_TASK INPUT_
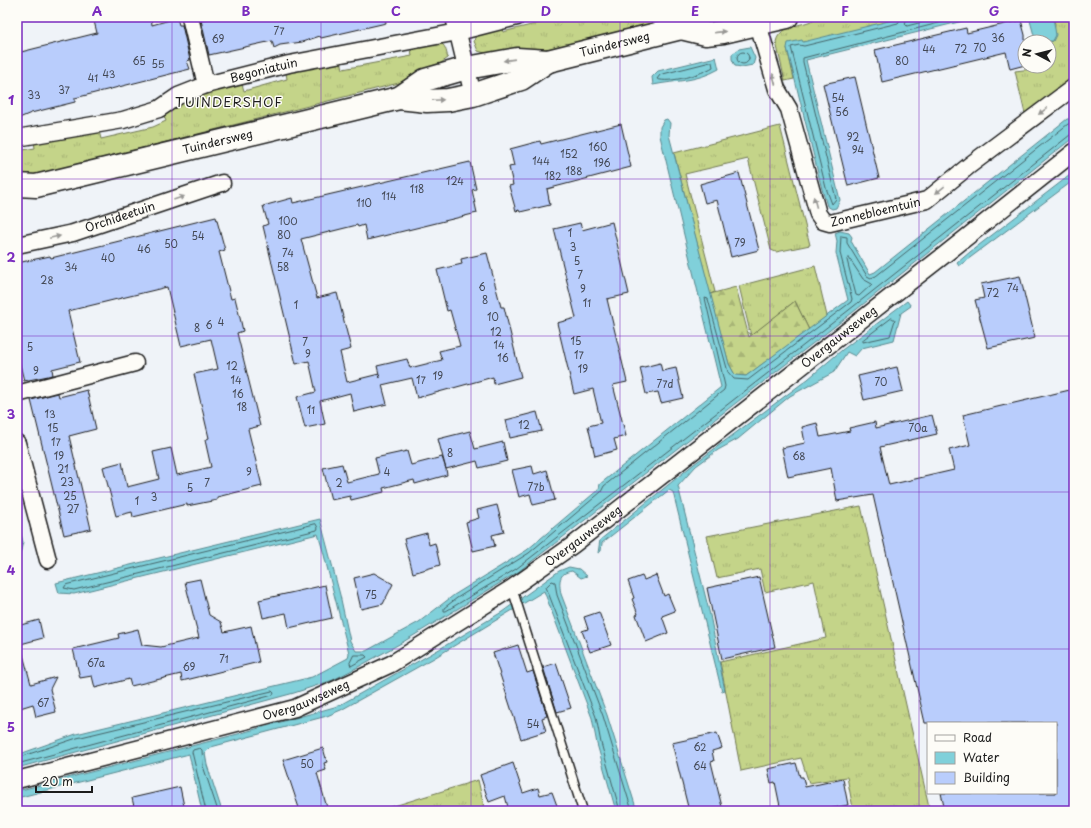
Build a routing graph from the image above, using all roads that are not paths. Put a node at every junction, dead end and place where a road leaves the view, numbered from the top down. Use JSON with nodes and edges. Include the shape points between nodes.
{"nodes":[{"id":1,"x":190,"y":17,"type":"edge"},
{"id":2,"x":517,"y":17,"type":"edge"},
{"id":3,"x":787,"y":17,"type":"edge"},
{"id":4,"x":757,"y":21,"type":"edge"},
{"id":5,"x":690,"y":23,"type":"edge"},
{"id":6,"x":456,"y":24,"type":"edge"},
{"id":7,"x":548,"y":60,"type":"junction"},
{"id":8,"x":467,"y":68,"type":"junction"},
{"id":9,"x":206,"y":85,"type":"junction"},
{"id":10,"x":1074,"y":87,"type":"edge"},
{"id":11,"x":473,"y":95,"type":"junction"},
{"id":12,"x":399,"y":98,"type":"junction"},
{"id":13,"x":17,"y":138,"type":"edge"},
{"id":14,"x":1074,"y":152,"type":"edge"},
{"id":15,"x":222,"y":183,"type":"dead end"},
{"id":16,"x":27,"y":186,"type":"edge"},
{"id":17,"x":17,"y":197,"type":"edge"},
{"id":18,"x":17,"y":245,"type":"edge"},
{"id":19,"x":135,"y":363,"type":"dead end"},
{"id":20,"x":17,"y":394,"type":"edge"},
{"id":21,"x":17,"y":443,"type":"edge"},
{"id":22,"x":48,"y":560,"type":"dead end"},
{"id":23,"x":515,"y":599,"type":"junction"},
{"id":24,"x":17,"y":780,"type":"edge"},
{"id":25,"x":583,"y":811,"type":"edge"}],
"edges":[{"from":1,"to":9,"type":"street"},
{"from":2,"to":6,"type":"street","name":"Begoniatuin"},
{"from":3,"to":4,"type":"main road","name":"Tuindersweg"},
{"from":5,"to":4,"type":"main road","name":"Tuindersweg","one_way":true,"via":[[706,34],[723,32]]},
{"from":10,"to":4,"type":"street","name":"Zonnebloemtuin","one_way":true,"via":[[927,200],[830,223],[823,221],[818,214],[789,109],[777,89]]},
{"from":5,"to":7,"type":"main road","name":"Tuindersweg"},
{"from":6,"to":8,"type":"street"},
{"from":6,"to":9,"type":"street","name":"Begoniatuin"},
{"from":7,"to":8,"type":"main road","name":"Tuindersweg","one_way":true,"via":[[517,59]]},
{"from":7,"to":11,"type":"main road","name":"Tuindersweg","via":[[521,79]]},
{"from":8,"to":11,"type":"street"},
{"from":8,"to":12,"type":"main road","name":"Tuindersweg","via":[[424,80]]},
{"from":9,"to":13,"type":"street","name":"Begoniatuin","via":[[178,96],[159,109],[122,120]]},
{"from":12,"to":11,"type":"main road","name":"Tuindersweg","one_way":true,"via":[[427,101]]},
{"from":12,"to":16,"type":"main road","name":"Tuindersweg"},
{"from":14,"to":23,"type":"street","name":"Overgauwseweg","via":[[596,527]]},
{"from":18,"to":15,"type":"street","name":"Orchideetuin","one_way":true,"via":[[73,233]]},
{"from":16,"to":17,"type":"main road","name":"Tuindersweg"},
{"from":19,"to":20,"type":"street"},
{"from":21,"to":22,"type":"street"},
{"from":23,"to":24,"type":"street","name":"Overgauwseweg","via":[[391,664],[295,708]]},
{"from":23,"to":25,"type":"lane"}]}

_TASK REQUIREMENTS_
Working through the records above, copy each line in which "dead" is found.

_WRITTEN ANSWER_
Build a routing graph from the image above, using all roads that are not paths. Put a node at every junction, dead end and place where a road leaves the view, numbered from the top down. Use JSON with nodes and edges. Include the shape points between nodes.
{"id":15,"x":222,"y":183,"type":"dead end"},
{"id":19,"x":135,"y":363,"type":"dead end"},
{"id":22,"x":48,"y":560,"type":"dead end"},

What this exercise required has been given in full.